Top of Supplied records
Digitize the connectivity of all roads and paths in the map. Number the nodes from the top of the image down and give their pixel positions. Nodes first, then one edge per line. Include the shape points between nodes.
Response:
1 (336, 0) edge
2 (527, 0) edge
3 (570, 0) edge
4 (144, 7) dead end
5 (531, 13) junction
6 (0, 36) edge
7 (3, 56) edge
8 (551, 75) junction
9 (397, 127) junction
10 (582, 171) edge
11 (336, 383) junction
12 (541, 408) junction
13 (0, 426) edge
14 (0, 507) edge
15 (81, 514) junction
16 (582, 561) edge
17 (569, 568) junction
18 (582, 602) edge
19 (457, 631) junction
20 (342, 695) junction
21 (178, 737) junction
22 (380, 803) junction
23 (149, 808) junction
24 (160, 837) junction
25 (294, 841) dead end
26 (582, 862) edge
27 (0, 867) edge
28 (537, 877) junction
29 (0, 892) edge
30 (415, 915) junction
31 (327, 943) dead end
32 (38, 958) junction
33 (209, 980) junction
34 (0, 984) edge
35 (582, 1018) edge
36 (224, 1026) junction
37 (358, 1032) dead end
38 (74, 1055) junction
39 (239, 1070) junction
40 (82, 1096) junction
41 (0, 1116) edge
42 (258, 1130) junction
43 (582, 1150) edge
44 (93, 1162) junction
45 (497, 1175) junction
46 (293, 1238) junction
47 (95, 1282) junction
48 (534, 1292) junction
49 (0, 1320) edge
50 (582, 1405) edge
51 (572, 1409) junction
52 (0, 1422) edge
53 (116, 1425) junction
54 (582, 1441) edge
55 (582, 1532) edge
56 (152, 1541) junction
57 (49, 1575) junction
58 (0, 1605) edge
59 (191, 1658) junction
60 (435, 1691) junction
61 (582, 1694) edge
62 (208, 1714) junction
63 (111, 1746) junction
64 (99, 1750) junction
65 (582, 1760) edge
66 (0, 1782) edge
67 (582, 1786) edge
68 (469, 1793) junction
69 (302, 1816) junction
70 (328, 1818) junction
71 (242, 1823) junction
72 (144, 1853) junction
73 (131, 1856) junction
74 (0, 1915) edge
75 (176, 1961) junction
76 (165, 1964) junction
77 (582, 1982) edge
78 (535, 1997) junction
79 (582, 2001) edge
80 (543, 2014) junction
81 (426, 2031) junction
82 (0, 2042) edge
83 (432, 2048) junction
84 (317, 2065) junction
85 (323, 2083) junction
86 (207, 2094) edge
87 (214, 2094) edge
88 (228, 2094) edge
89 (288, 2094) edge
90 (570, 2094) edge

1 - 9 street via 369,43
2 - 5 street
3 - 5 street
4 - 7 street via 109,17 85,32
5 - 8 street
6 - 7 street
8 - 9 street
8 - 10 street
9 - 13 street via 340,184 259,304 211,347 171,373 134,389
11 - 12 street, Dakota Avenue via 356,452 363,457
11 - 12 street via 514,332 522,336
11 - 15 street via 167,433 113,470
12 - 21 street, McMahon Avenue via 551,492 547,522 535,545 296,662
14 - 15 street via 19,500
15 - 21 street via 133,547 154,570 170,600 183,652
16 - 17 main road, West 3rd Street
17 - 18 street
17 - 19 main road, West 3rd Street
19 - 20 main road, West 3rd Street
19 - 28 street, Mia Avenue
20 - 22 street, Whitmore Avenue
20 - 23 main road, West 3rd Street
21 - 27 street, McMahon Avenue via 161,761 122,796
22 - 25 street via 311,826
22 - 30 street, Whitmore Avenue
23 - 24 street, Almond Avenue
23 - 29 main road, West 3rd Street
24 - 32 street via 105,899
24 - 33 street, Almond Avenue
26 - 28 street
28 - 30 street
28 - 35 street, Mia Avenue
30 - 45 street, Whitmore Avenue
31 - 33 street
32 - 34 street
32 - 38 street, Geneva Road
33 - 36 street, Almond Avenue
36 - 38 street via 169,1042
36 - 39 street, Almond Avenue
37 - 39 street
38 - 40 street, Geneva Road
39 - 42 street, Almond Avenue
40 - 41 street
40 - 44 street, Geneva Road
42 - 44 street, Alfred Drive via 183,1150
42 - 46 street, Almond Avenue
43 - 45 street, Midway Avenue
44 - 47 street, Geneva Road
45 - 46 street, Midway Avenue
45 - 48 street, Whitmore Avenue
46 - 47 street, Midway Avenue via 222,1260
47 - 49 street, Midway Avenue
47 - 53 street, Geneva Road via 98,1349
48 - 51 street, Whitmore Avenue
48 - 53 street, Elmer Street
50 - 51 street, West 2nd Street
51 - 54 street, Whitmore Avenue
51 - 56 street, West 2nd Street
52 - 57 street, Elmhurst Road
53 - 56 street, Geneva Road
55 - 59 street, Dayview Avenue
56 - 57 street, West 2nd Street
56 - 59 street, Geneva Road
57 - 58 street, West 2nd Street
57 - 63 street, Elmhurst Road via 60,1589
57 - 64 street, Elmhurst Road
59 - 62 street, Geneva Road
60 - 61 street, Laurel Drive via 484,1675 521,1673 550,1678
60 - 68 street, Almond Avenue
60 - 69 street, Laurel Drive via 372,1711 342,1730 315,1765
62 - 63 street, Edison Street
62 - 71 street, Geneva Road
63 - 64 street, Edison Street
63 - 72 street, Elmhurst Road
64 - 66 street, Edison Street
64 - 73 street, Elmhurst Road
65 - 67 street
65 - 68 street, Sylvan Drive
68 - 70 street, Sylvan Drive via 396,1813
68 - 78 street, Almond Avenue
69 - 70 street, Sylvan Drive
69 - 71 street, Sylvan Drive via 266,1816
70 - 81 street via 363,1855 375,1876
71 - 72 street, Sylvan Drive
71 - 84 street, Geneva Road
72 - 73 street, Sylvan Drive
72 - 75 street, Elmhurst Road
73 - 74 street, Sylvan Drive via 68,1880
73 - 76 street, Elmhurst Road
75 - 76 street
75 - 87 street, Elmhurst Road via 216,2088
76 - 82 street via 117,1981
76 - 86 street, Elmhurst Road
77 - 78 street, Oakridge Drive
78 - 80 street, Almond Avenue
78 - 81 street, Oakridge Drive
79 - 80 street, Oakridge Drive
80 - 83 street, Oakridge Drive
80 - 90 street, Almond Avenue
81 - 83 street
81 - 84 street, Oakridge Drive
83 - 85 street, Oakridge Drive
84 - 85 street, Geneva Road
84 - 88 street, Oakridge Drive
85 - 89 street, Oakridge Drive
Bottom of Supplied records
**Task description:** Read through the entries and copy every line that includes "West".

**Written answer:**
16 - 17 main road, West 3rd Street
17 - 19 main road, West 3rd Street
19 - 20 main road, West 3rd Street
20 - 23 main road, West 3rd Street
23 - 29 main road, West 3rd Street
50 - 51 street, West 2nd Street
51 - 56 street, West 2nd Street
56 - 57 street, West 2nd Street
57 - 58 street, West 2nd Street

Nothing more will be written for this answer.